Game time: Robotics students showcase robots that drive, fly, and play Jenga
At the Johns Hopkins Whiting School of Engineering, you’ll find robots that assist in surgeries, help with search and rescue missions, explore outer space, and play popular games like Connect 4 and Jenga.
Last week, students in the graduate-level Robot Systems Programming course showcased robotics projects in demonstrations at the Homewood campus. Students designed, built, and programmed robot systems that can perform a variety of tasks, including self-driving cars and flying drones. Even the game-playing robots showcased skills that have important applications for modern technology.
For example, Chia-Hung Lin, a master’s student in robotics, programmed a robotic arm to play the block-stacking game Jenga—a game that requires skills that also apply to industrial robotics, says Lin.
“There are many jobs that will require a robot to do the same thing repetitively. Take a welding job—a robot will need to perform the welding job the same way every time. These are jobs that require coordination, dexterity and strategy—just like Jenga,” Lin said.

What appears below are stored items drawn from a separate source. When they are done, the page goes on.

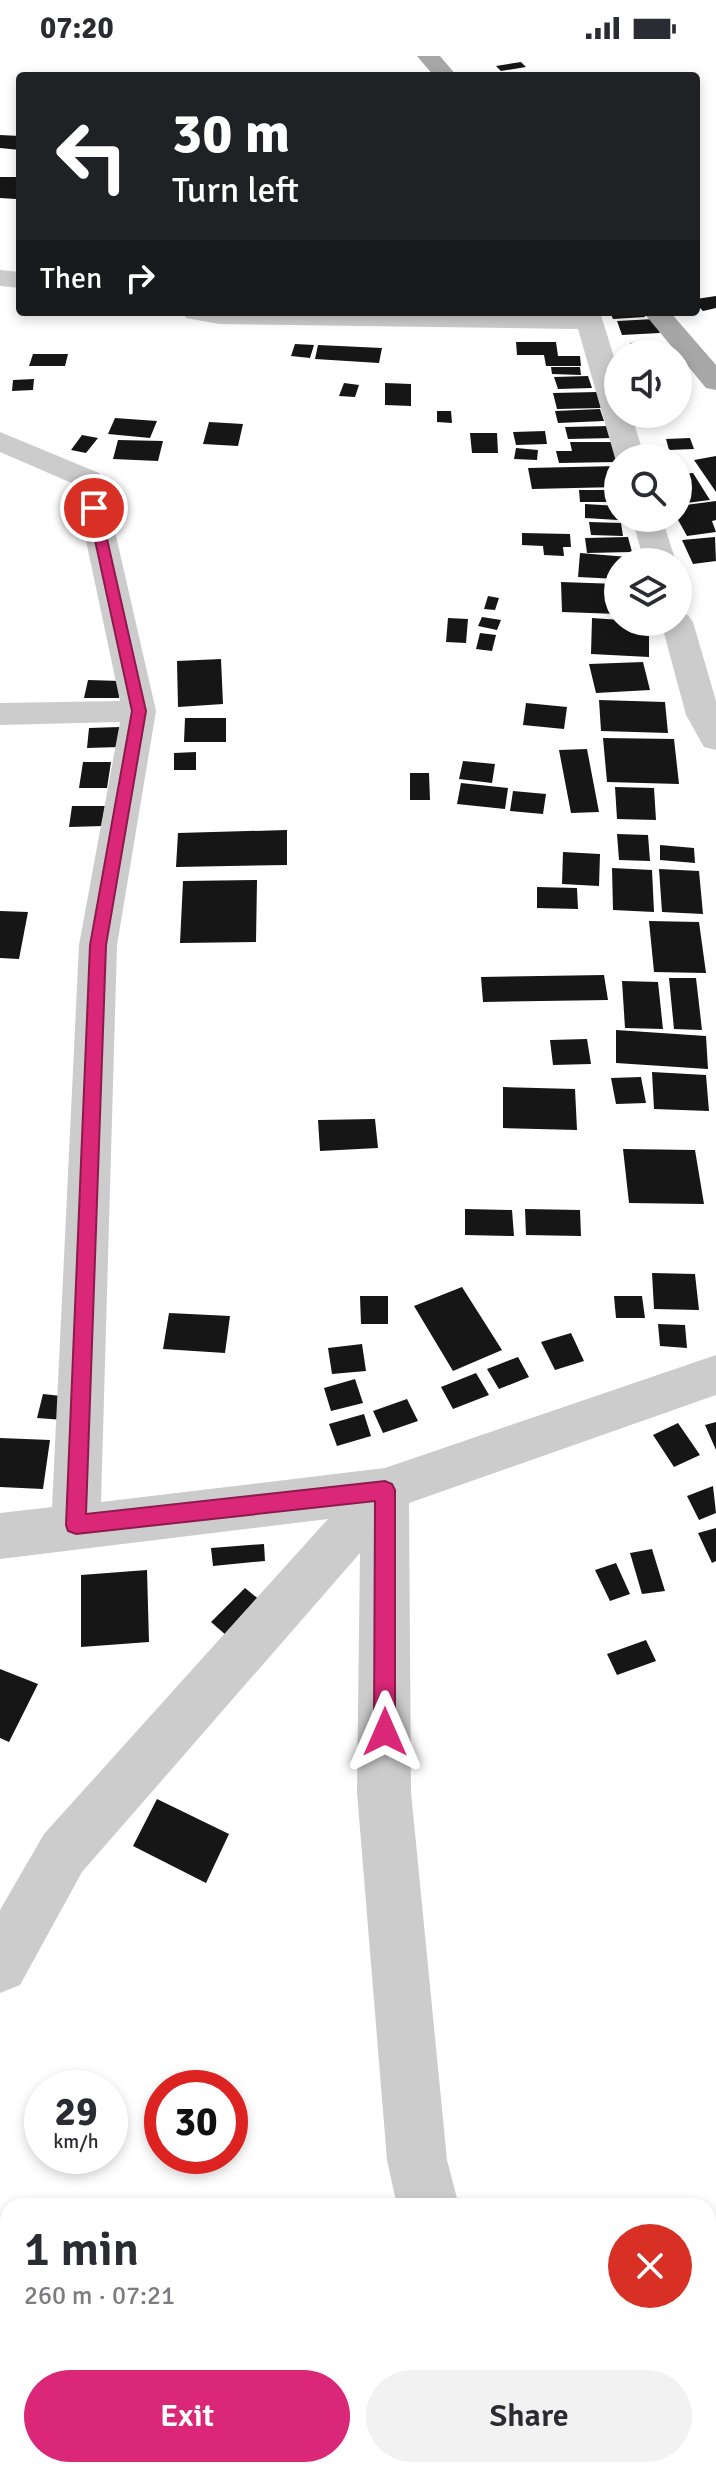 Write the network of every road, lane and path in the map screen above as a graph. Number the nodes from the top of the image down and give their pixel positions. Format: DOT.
graph roads {
  1 [pos="428,56"];
  2 [pos="442,72"];
  3 [pos="219,316"];
  4 [pos="659,316"];
  5 [pos="590,317"];
  6 [pos="716,382"];
  7 [pos="0,441"];
  8 [pos="626,444"];
  9 [pos="681,636"];
  10 [pos="139,711"];
  11 [pos="0,714"];
  12 [pos="716,739"];
  13 [pos="716,1375"];
  14 [pos="385,1490"];
  15 [pos="76,1525"];
  16 [pos="0,1536"];
  17 [pos="0,1965"];
  18 [pos="426,2198"];
  1 -- 2 [label="main road"];
  3 -- 5 [label="street"];
  4 -- 6 [label="main road"];
  5 -- 8 [label="street"];
  7 -- 10 [label="street"];
  9 -- 12 [label="street"];
  10 -- 11 [label="street"];
  10 -- 15 [label="street"];
  13 -- 14 [label="street"];
  14 -- 15 [label="street"];
  14 -- 17 [label="street"];
  14 -- 18 [label="street"];
  15 -- 16 [label="street"];
} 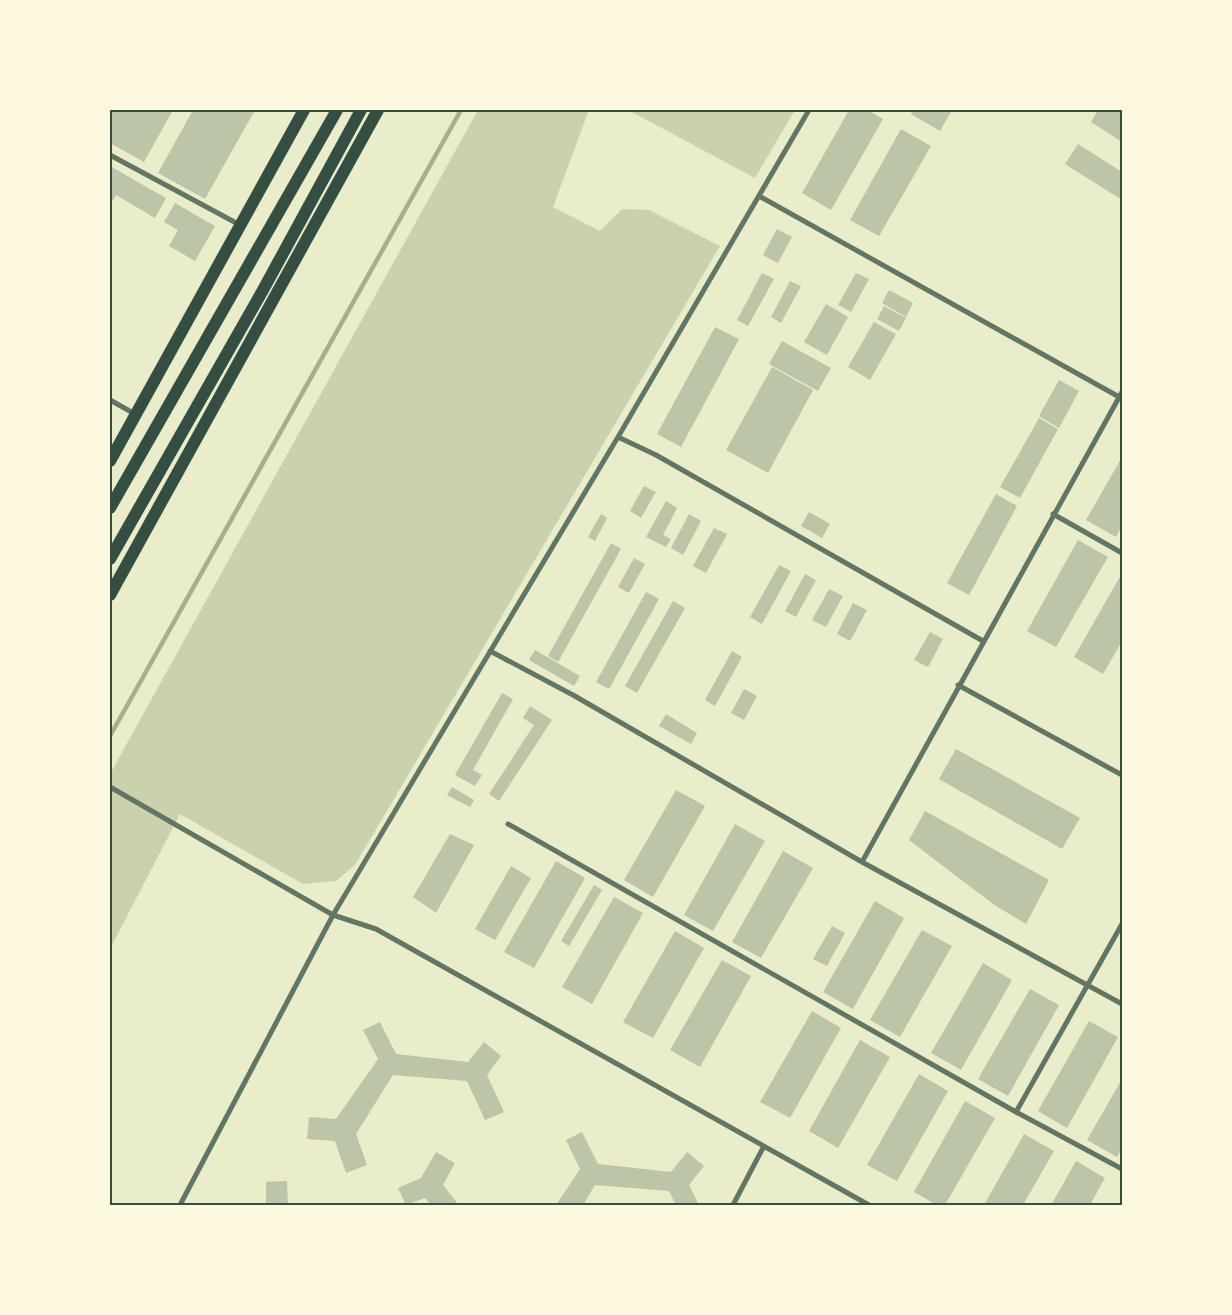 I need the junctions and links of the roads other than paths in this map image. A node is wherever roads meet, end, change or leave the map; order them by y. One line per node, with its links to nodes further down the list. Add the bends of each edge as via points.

Lin’s robot first visually scans the position of the Jenga tower with a camera and a laser rangefinder. Then, it touches the individual Jenga game blocks with a delicate force sensor, determines the best move, and executes it—all in under 60 seconds. One of the most challenging aspects of his design was giving the robot the ability to change its grip on a game block—as humans can easily do—when executing moves required by the game. Lin’s solution? He programmed the robot to drop the block into a special parts feeder that Lin designed, from which the robot can pick up the block, now perfectly positioned in its gripper, to be placed on the top of the Jenga tower.

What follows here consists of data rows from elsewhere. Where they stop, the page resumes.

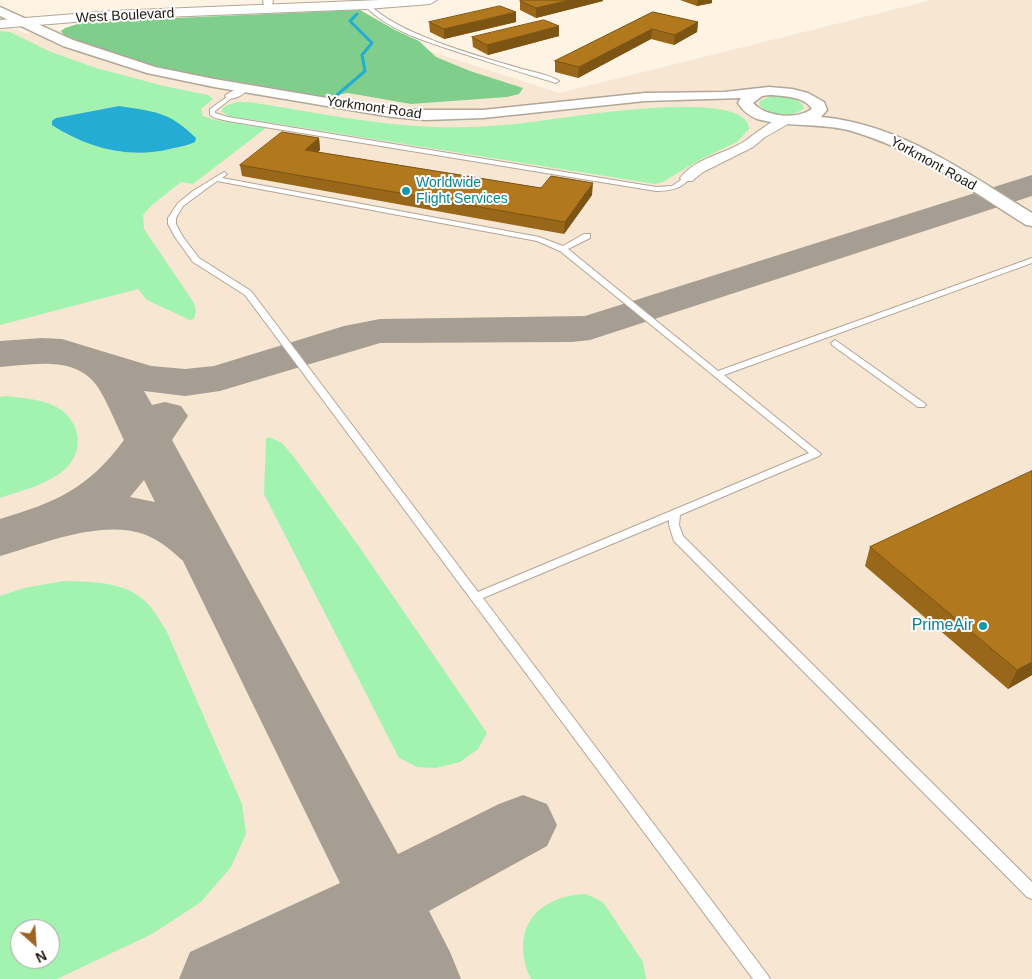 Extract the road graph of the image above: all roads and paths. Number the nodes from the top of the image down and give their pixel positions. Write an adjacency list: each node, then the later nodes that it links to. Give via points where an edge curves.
1 (430, 0): 3 (main road, West Boulevard)
2 (268, 4): 3 (main road, West Boulevard); 5 (main road, West Boulevard)
3 (367, 5): 7 (lane, via 371,11 401,29)
4 (0, 11): 5 (street, Yorkmont Road)
5 (22, 22): 6 (main road, West Boulevard); 8 (street, Yorkmont Road, via 116,60)
6 (0, 24): 8 (street, Yorkmont Road, via 101,66 169,84)
7 (556, 81)
8 (237, 92): 9 (street, Yorkmont Road, via 438,116 645,97); 11 (street, Yorkmont Road, via 388,122 420,125 499,122 673,104 713,105); 13 (lane, via 217,105 212,114)
9 (760, 92): 10 (street, Yorkmont Road, via 796,93); 11 (street, via 746,99 745,103)
10 (819, 105): 12 (street, via 820,110 816,114); 17 (street, Yorkmont Road, via 926,147)
11 (757, 114): 12 (street, Yorkmont Road); 14 (street)
12 (792, 119): 14 (street); 18 (street, Yorkmont Road, via 840,124 891,140)
13 (285, 128): 15 (lane); 16 (lane, via 656,189 675,188)
14 (761, 134): 16 (street)
15 (275, 135)
16 (687, 178)
17 (1032, 208)
18 (1032, 221)
19 (587, 236): 20 (lane)
20 (563, 249): 23 (lane); 26 (lane, via 539,240 220,176 177,208 172,216 172,224 196,260 248,293)
21 (1032, 260): 23 (lane)
22 (835, 343): 24 (lane)
23 (717, 374): 25 (lane, via 816,454)
24 (920, 405)
25 (675, 512): 26 (lane); 27 (lane, via 678,538)
26 (476, 597): 28 (lane)
27 (1032, 892)
28 (762, 979) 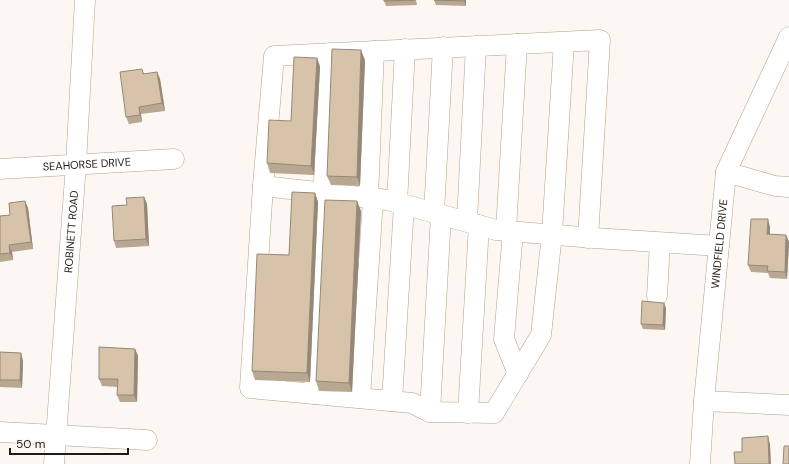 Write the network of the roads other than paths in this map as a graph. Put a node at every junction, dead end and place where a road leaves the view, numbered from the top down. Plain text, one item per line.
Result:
1 (85, 0) edge
2 (789, 37) edge
3 (564, 42) junction
4 (517, 44) junction
5 (476, 46) junction
6 (443, 48) junction
7 (405, 49) junction
8 (374, 51) junction
9 (330, 53) junction
10 (174, 159) dead end
11 (76, 164) junction
12 (0, 169) edge
13 (726, 172) junction
14 (263, 186) junction
15 (789, 187) edge
16 (325, 194) junction
17 (370, 198) junction
18 (401, 204) junction
19 (438, 214) junction
20 (473, 223) junction
21 (509, 231) junction
22 (552, 234) junction
23 (588, 238) junction
24 (660, 242) junction
25 (719, 246) junction
26 (657, 296) dead end
27 (518, 374) junction
28 (314, 394) junction
29 (360, 398) junction
30 (392, 401) junction
31 (704, 401) junction
32 (789, 405) edge
33 (430, 412) junction
34 (468, 413) junction
35 (0, 432) edge
36 (56, 436) junction
37 (147, 440) dead end
38 (54, 464) edge
39 (700, 464) edge

1 - 11 street, ROBINETT ROAD
2 - 13 street, WINDFIELD DRIVE
3 - 4 street
3 - 22 street
3 - 23 street
4 - 5 street
4 - 21 street
5 - 6 street
5 - 20 street
6 - 7 street
6 - 19 street
7 - 8 street
7 - 18 street
8 - 9 street
8 - 17 street
9 - 14 street
9 - 16 street
10 - 11 street, SEAHORSE DRIVE
11 - 12 street, SEAHORSE DRIVE
11 - 36 street, ROBINETT ROAD
13 - 15 street
13 - 25 street, WINDFIELD DRIVE
14 - 16 street
14 - 28 street
16 - 17 street
16 - 28 street
17 - 18 street
17 - 29 street
18 - 19 street
18 - 30 street
19 - 20 street
19 - 33 street
20 - 21 street
20 - 34 street
21 - 22 street
21 - 27 street
22 - 23 street
22 - 27 street
23 - 24 street
24 - 25 street
24 - 26 street
25 - 31 street, WINDFIELD DRIVE
27 - 34 street
28 - 29 street
29 - 30 street
30 - 33 street
31 - 32 street
31 - 39 street, WINDFIELD DRIVE
33 - 34 street
35 - 36 street
36 - 37 street
36 - 38 street, ROBINETT ROAD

Prasad Vagdargi and Aalap Shah, both first-year graduate students in robotics, merged their backgrounds in mechanical engineering and computer science, respectively, to build a robot that plays (and always wins) the game Connect 4.

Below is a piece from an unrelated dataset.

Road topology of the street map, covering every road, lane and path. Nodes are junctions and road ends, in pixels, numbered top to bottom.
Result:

“We built a computer vision algorithm to understand the state of the board and detect certain colors so the robot can recognize the different game pieces. Then, the artificial intelligence component helps the robot plan the best move. Finally, we had to figure out the mechanics of getting the robot arm to execute the correct move,” said Shah.
The pair’s biggest challenge? “Everything ran in simulation, but nothing seemed to run in reality,” said Vagdargi. But setbacks didn’t slow the team. During the final demo, the clever robot beat Shah in just a few minutes.
According to Louis Whitcomb, professor of mechanical engineering who created and has taught the course for five years, this year’s cohort is the largest and most diverse he has ever had. The class included both graduate and undergraduate students from mechanical engineering as well as the Whiting School’s robotics master’s program.